DHS Looks Ahead To Transition With New Administration

Feb 21, 2008 5:00 PM

The handoff to the next presidential administration is a year off, but Paul Schneider, the acting deputy secretary of the Department of Homeland Security, is making plans and keeping track of key lieutenants with a color-coded chart.

The chart shows critical jobs at 25 agencies and offices in the department. Schneider's goal is to make sure that either the No. 1 or No. 2 in each post is a career civil service employee. The Washington Post reports that when Bush administration political appointees go out the door next January, the career employees will provide for continuity of operations on the borders, at airports and in the headquarters.
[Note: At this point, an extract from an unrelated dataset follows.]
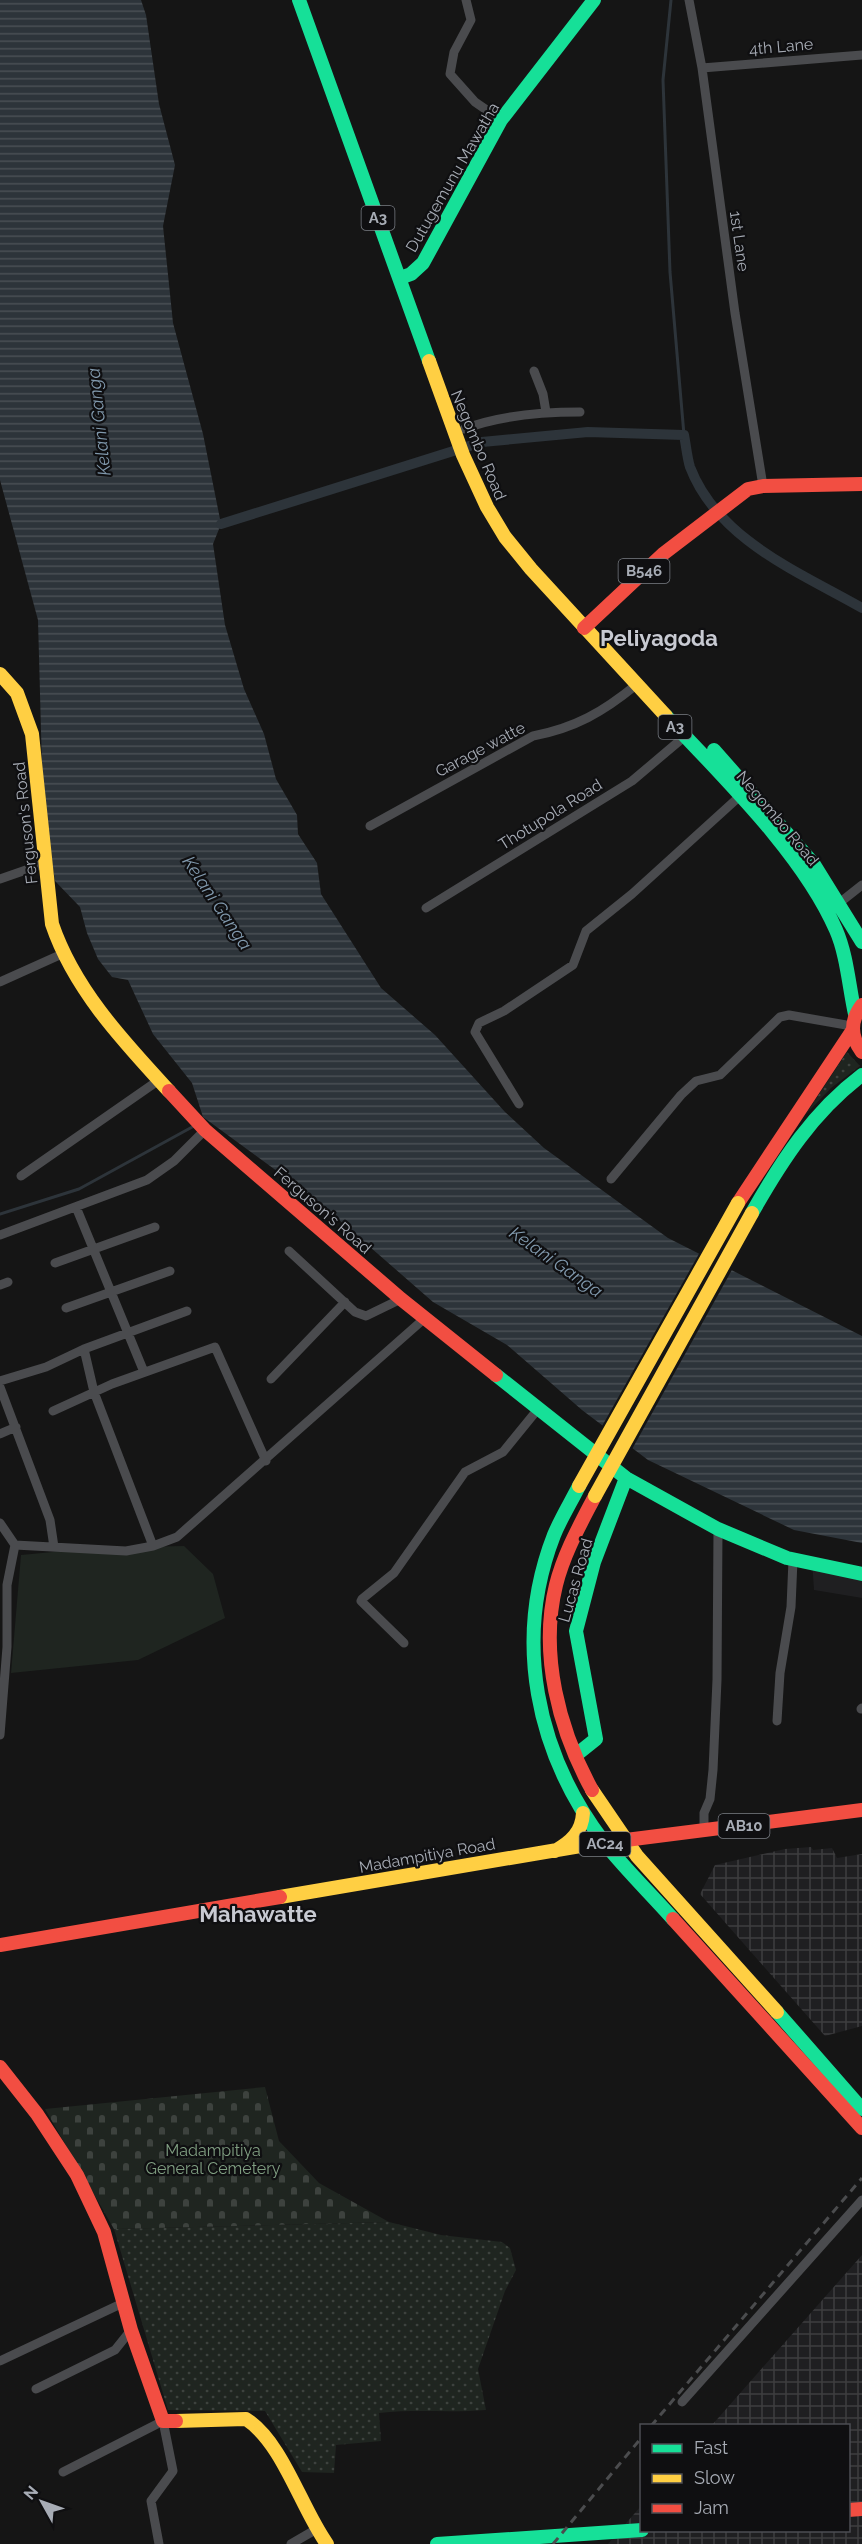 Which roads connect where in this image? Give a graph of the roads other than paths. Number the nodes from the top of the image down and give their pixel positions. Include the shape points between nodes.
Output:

It will be the first transition for Homeland Security, created after the Sept. 11, 2001, terrorist attacks.

And it needs to go smoothly, because the weeks before and after Jan. 20, 2009, may be a period of heightened vulnerability for the country.

Pakistan, Britain and Spain were hit by bombings during national elections. The 1993 World Trade Center bombing came shortly after the start of the Clinton administration.

"It is in the transition period, when people are doing the handoff, that there is a natural degree of confusion, which creates an invitation to people to carry out terrorist attacks or other damaging enterprises," Homeland Security Secretary Michael Chertoff told the department's advisory council.

At the department's request, the council, which includes local and state officials, nonprofit and corporate executives and academics, prepared recommendations for the transition.

The department also has sought transition advice from the nonprofit Council for Excellence in Government and the National Academy of Public Administration.

"We are in excellent condition," Schneider told the Post.

He pointed to career executives such as Jayson Ahern at Customs and Border Protection as the reason for his optimism that the transition will go smoothly.

Creating an effective transition team is one of the Homeland Security Advisory Council's recommendations. It also may be one of the department's biggest challenges, said Donald Kettl, a University of Pennsylvania professor who studied the department's sluggish response to Hurricane Katrina.

"Fast-moving problems require complex and interpersonal relationships that just don't grow up overnight," Kettl says. "Filling the chairs doesn't ensure that the problems get solved."